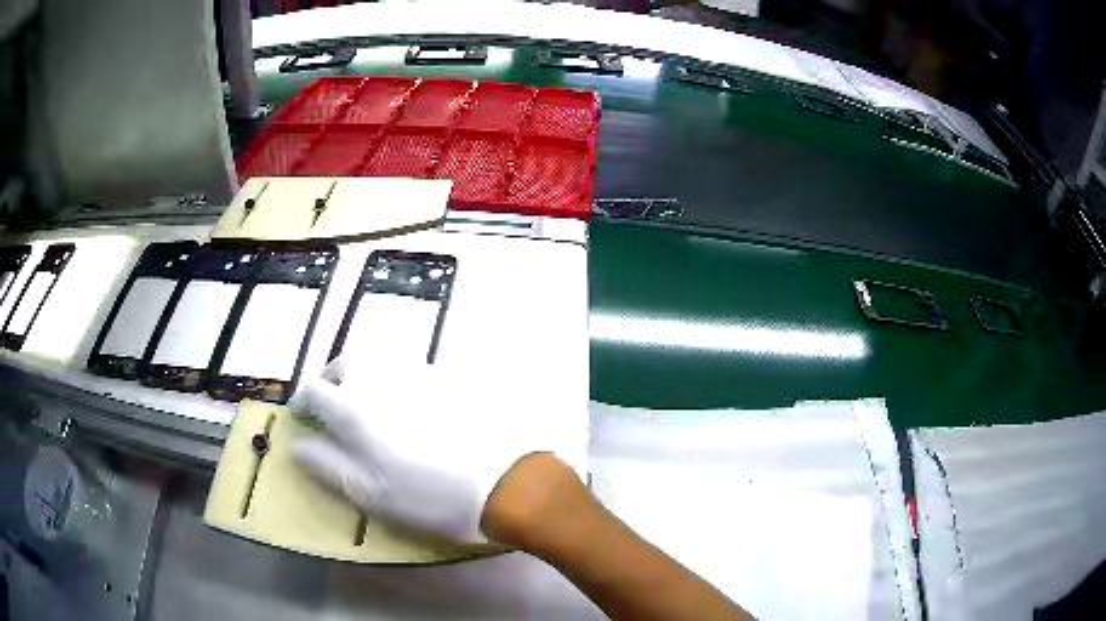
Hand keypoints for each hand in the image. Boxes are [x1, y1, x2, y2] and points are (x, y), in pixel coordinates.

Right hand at [287, 358, 573, 543]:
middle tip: (334, 403)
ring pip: (378, 359)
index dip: (304, 402)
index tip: (304, 416)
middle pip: (345, 363)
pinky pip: (411, 366)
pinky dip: (396, 378)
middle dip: (332, 380)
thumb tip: (298, 446)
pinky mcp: (450, 375)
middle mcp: (381, 378)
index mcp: (355, 407)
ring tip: (368, 401)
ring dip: (364, 374)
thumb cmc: (431, 496)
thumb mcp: (371, 494)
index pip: (314, 390)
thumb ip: (328, 466)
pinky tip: (409, 403)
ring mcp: (418, 372)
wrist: (505, 481)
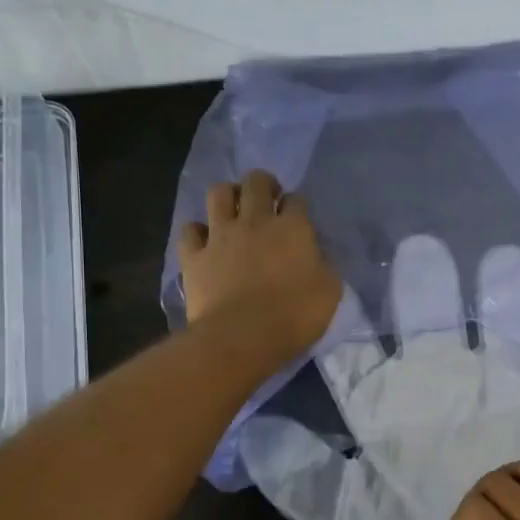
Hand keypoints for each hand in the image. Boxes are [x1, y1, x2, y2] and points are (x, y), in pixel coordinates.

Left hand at [178, 170, 340, 356]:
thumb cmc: (294, 316)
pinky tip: (204, 241)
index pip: (297, 200)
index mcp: (293, 228)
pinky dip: (197, 232)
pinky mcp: (194, 255)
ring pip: (218, 193)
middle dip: (263, 184)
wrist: (242, 337)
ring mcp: (220, 235)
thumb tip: (315, 256)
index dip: (298, 205)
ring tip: (233, 209)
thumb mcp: (330, 292)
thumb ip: (324, 266)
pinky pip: (190, 230)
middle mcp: (255, 221)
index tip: (299, 218)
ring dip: (228, 195)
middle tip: (267, 199)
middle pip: (256, 182)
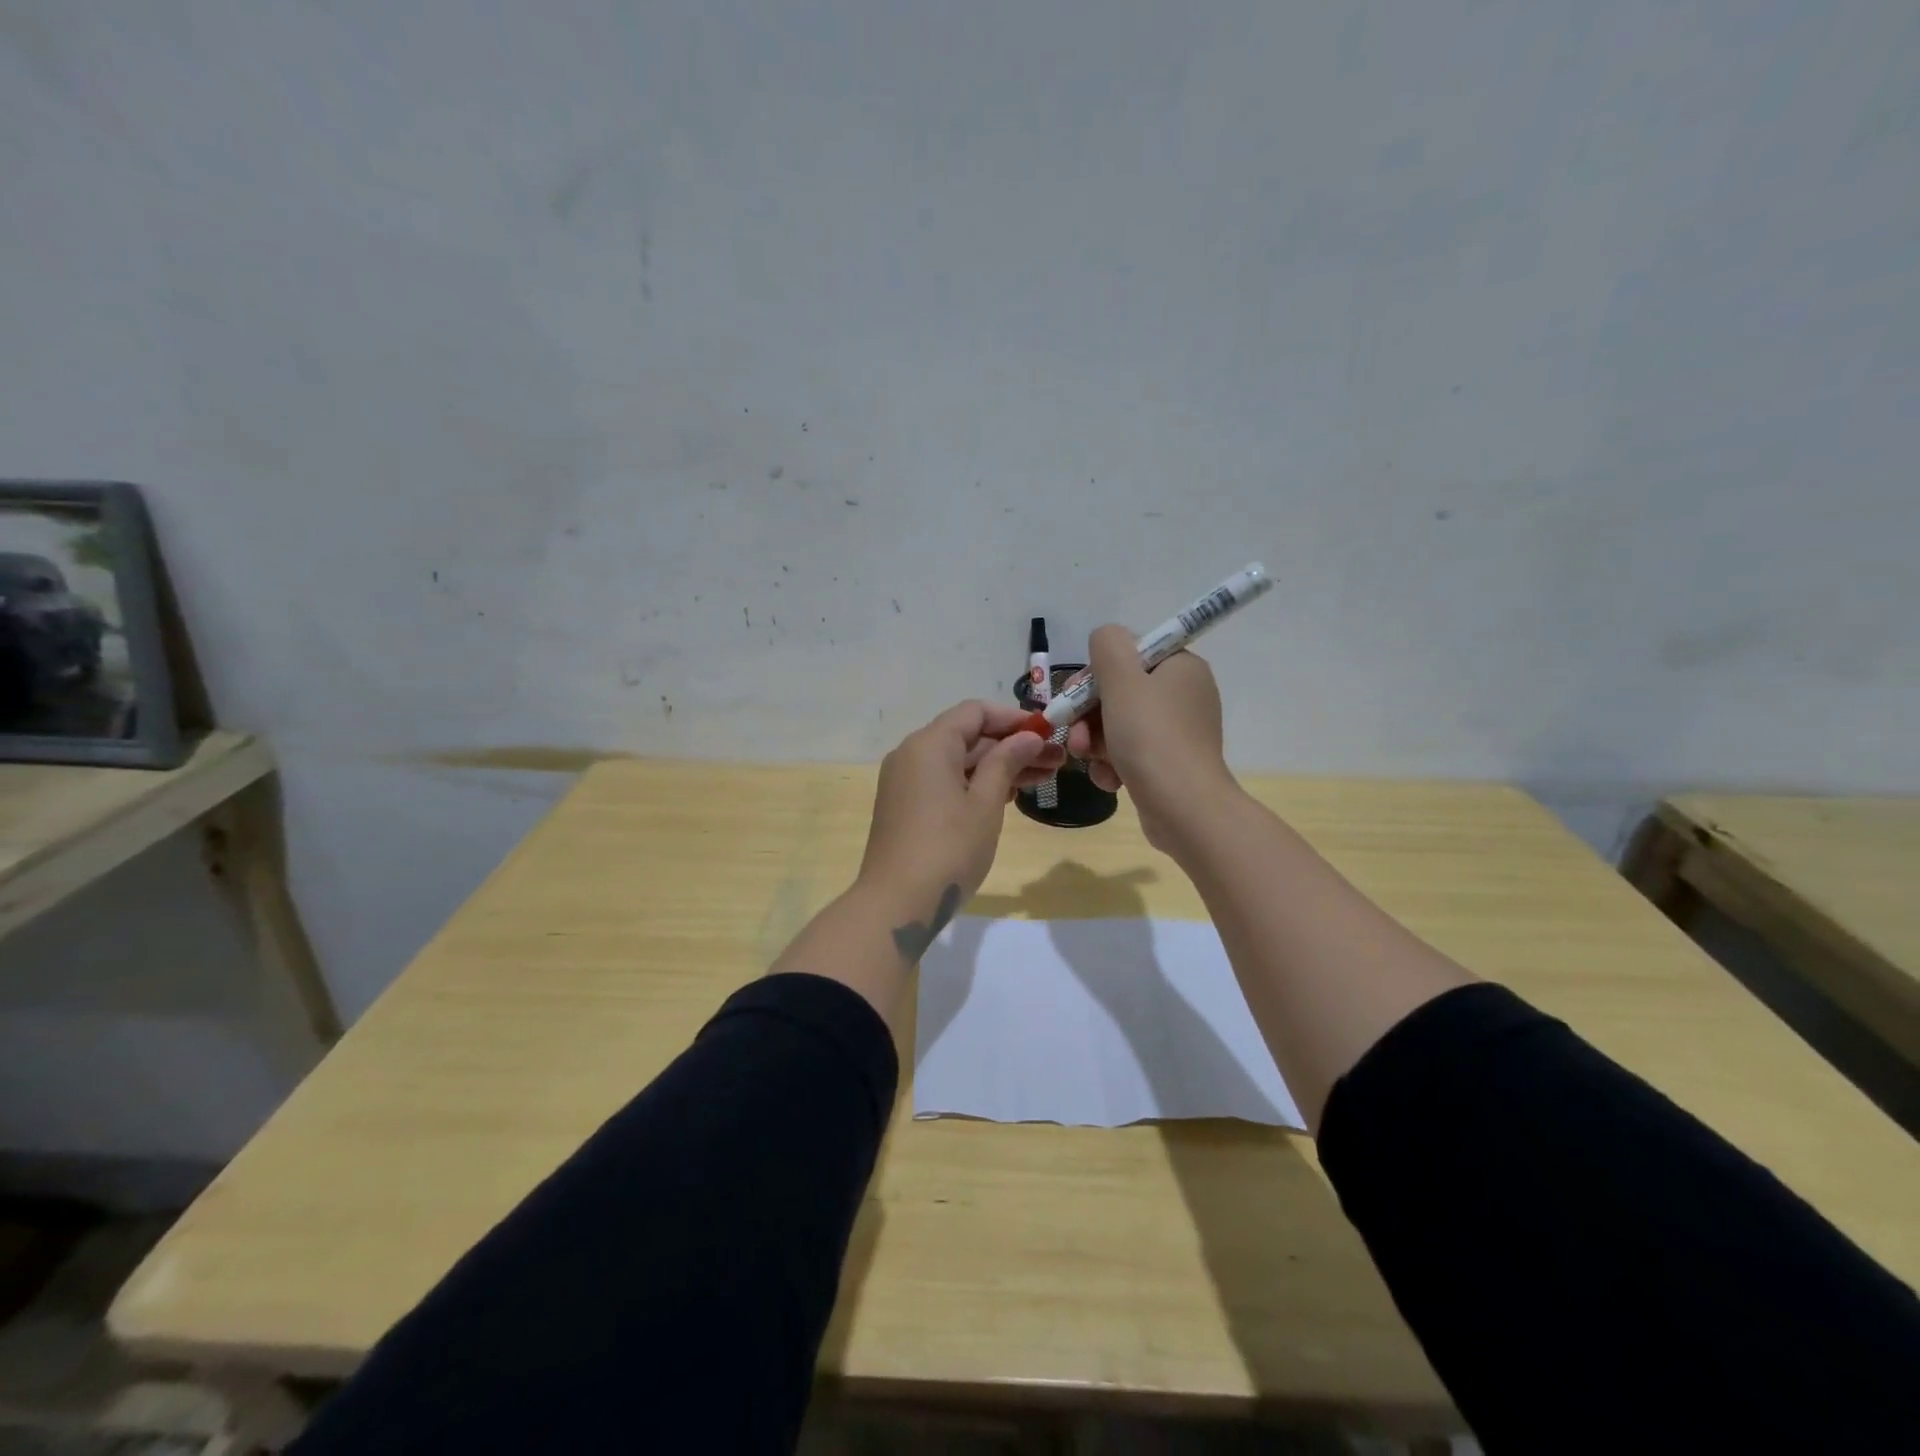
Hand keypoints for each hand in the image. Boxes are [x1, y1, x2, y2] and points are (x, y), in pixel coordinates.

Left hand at [857, 701, 1064, 954]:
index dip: (1014, 719)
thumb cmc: (949, 849)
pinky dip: (975, 784)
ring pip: (958, 761)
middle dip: (1011, 746)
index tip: (1048, 733)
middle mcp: (911, 754)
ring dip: (997, 767)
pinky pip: (944, 781)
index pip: (975, 712)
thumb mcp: (985, 803)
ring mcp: (905, 781)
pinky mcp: (905, 806)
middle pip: (967, 736)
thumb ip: (1006, 762)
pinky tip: (1008, 797)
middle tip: (1055, 761)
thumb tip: (1028, 737)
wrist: (897, 903)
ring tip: (1042, 779)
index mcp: (929, 744)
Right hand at [1065, 624, 1237, 850]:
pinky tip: (1109, 779)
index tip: (1076, 695)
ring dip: (1094, 741)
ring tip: (1085, 759)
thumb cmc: (1151, 737)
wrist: (1184, 808)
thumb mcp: (1122, 680)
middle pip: (1120, 691)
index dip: (1097, 673)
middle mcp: (1184, 694)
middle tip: (1073, 734)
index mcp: (1181, 667)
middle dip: (1088, 714)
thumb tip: (1105, 638)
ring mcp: (1178, 731)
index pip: (1129, 653)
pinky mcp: (1170, 763)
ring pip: (1119, 724)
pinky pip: (1130, 753)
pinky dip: (1113, 764)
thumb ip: (1108, 646)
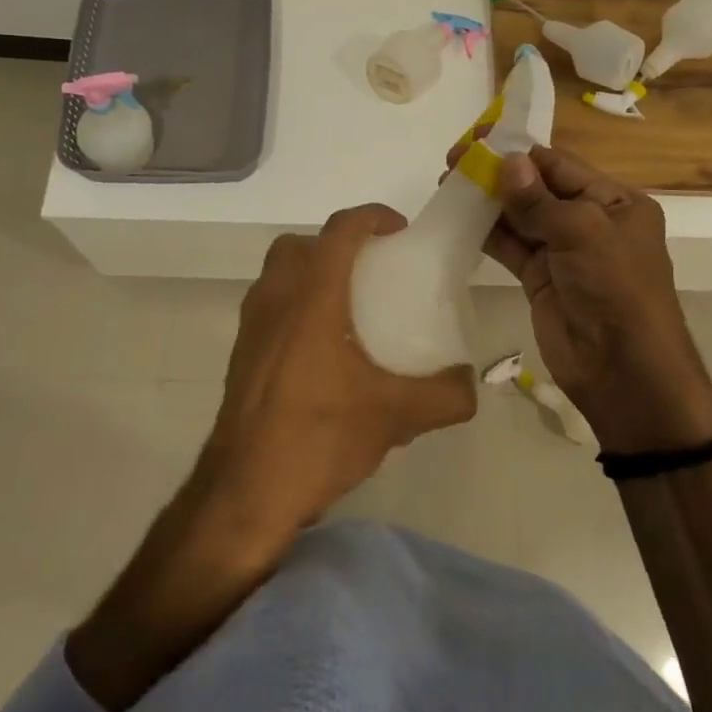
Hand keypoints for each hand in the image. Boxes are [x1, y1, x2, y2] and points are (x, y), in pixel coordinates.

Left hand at [196, 204, 476, 540]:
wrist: (244, 494)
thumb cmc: (319, 438)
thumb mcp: (395, 416)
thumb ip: (445, 395)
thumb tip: (471, 384)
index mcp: (312, 297)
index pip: (340, 230)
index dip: (372, 217)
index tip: (399, 230)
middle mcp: (276, 299)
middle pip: (300, 244)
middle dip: (336, 243)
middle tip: (370, 268)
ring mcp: (251, 326)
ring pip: (279, 273)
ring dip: (311, 272)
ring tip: (348, 306)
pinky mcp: (240, 354)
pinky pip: (269, 305)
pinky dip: (295, 304)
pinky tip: (321, 349)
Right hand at [452, 142, 711, 454]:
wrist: (624, 372)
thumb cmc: (615, 289)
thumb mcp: (583, 233)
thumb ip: (539, 200)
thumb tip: (507, 161)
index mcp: (615, 202)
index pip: (561, 165)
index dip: (520, 152)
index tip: (478, 140)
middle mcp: (590, 221)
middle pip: (538, 187)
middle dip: (499, 174)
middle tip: (454, 161)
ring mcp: (563, 252)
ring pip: (521, 216)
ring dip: (488, 201)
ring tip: (448, 185)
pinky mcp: (541, 278)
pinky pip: (511, 246)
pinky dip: (487, 232)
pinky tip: (458, 216)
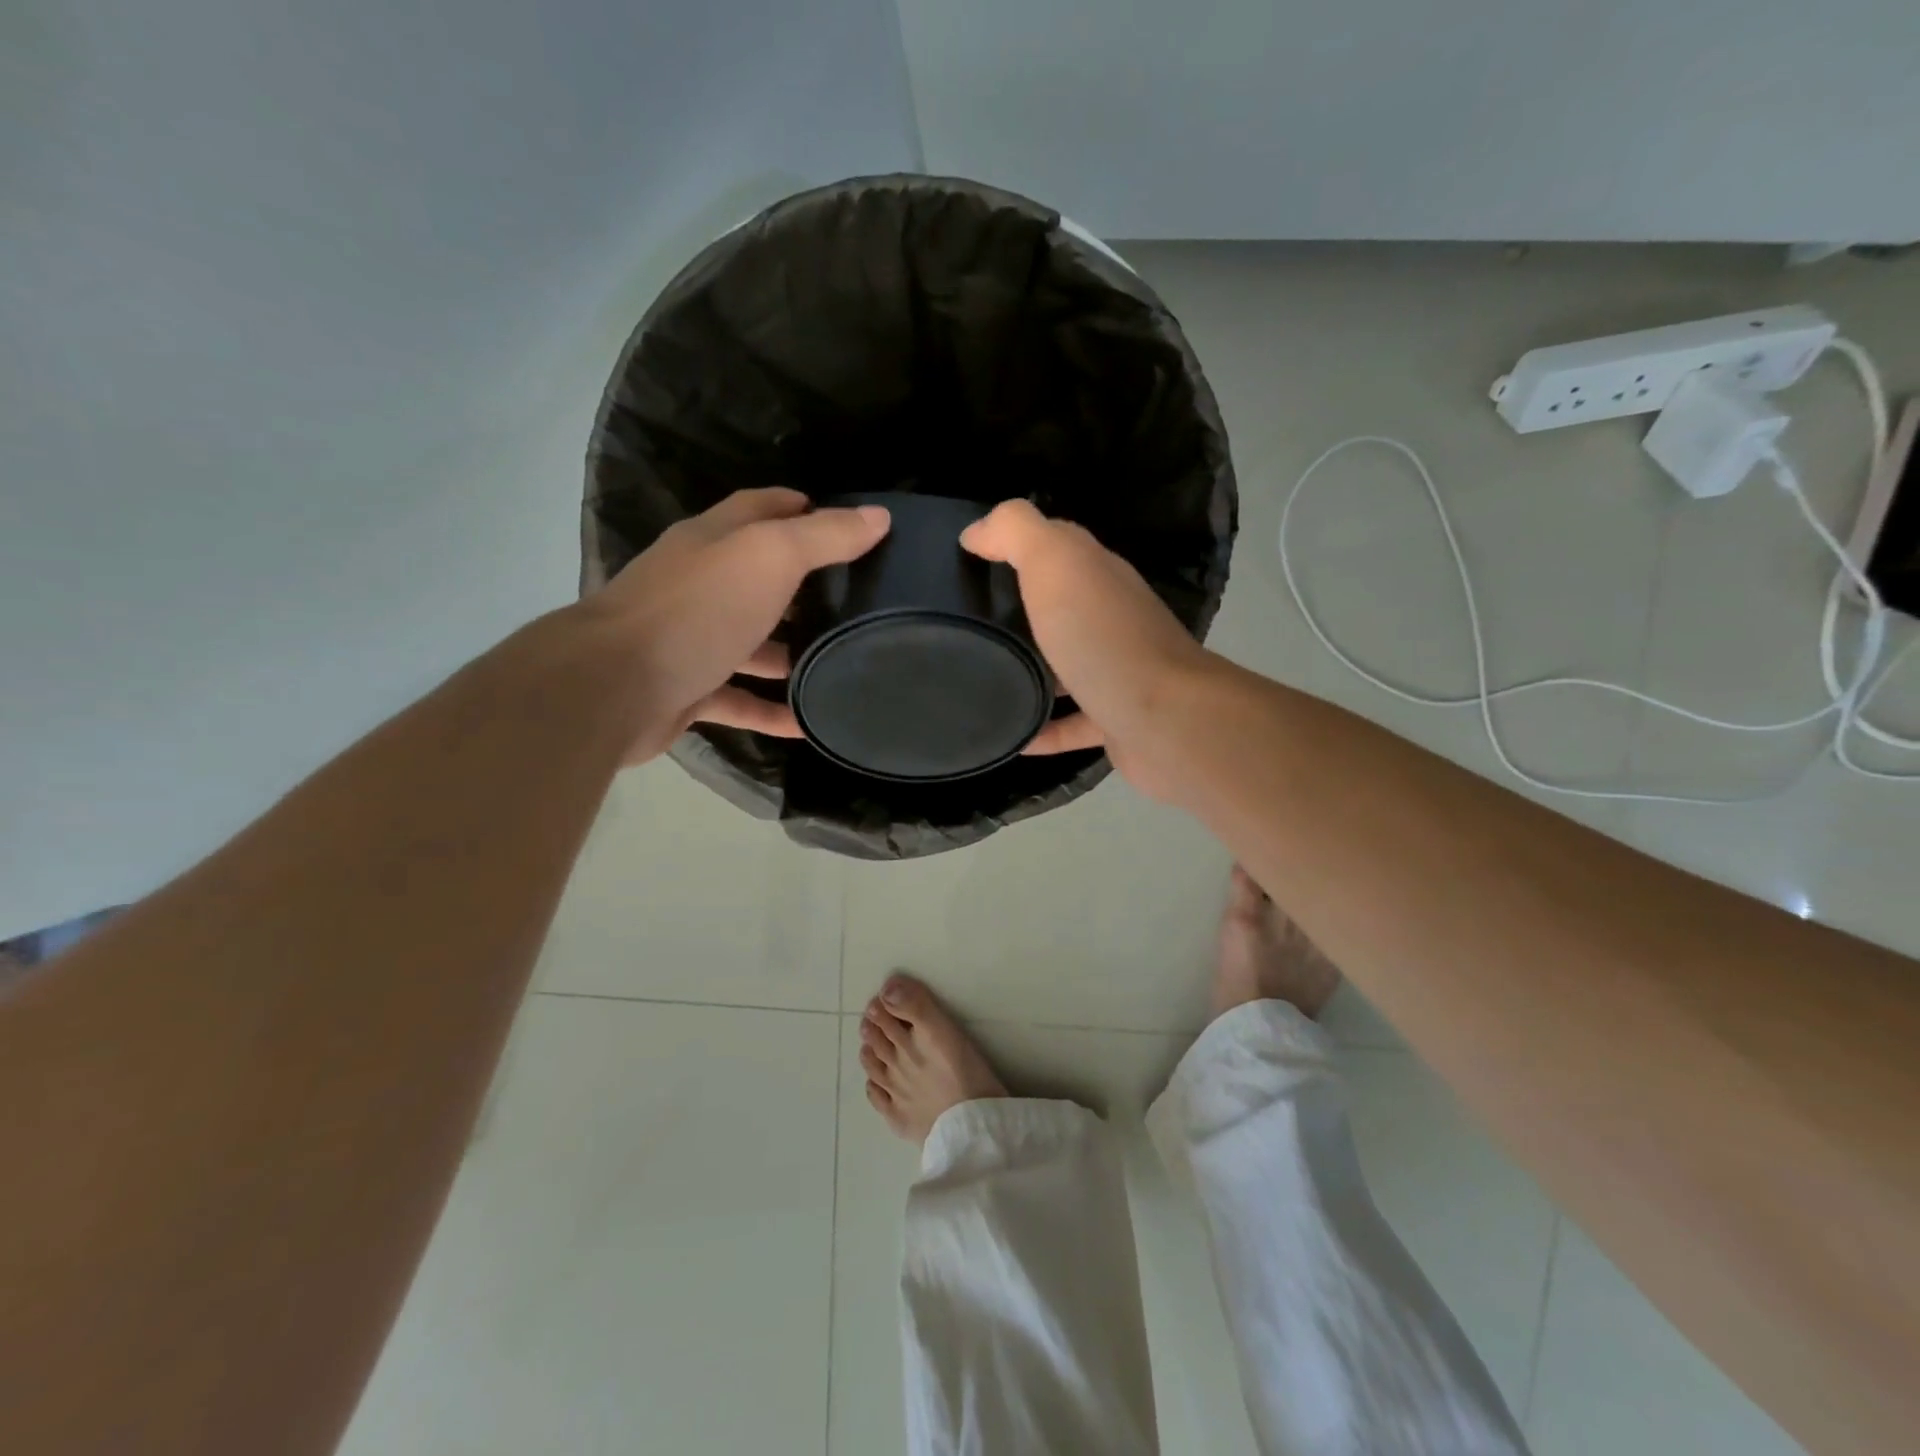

- - - - -

Work from the entries above. Set down exactly and only the lines from the line with "thumb tip: (315, 256)" to the line with "ring dip: (997, 767)", both included, and leave the pictures out.

### Solution for this problem:
thumb tip: (315, 256)
index dip: (298, 205)
ring tip: (233, 209)
thumb mcp: (330, 292)
thumb ip: (324, 266)
pinky pip: (190, 230)
middle mcp: (255, 221)
index tip: (299, 218)
ring dip: (228, 195)
middle tip: (267, 199)
middle pip: (256, 182)
Hand keypoints for each hand in the image. Boxes are [x1, y1, x2, y2] and points are (x, y), in pixel coordinates.

Left hand at [857, 701, 1064, 954]:
index dip: (1014, 719)
thumb cmc: (949, 849)
pinky dip: (975, 784)
ring pip: (958, 761)
middle dip: (1011, 746)
index tip: (1048, 733)
middle mcp: (911, 754)
ring dip: (997, 767)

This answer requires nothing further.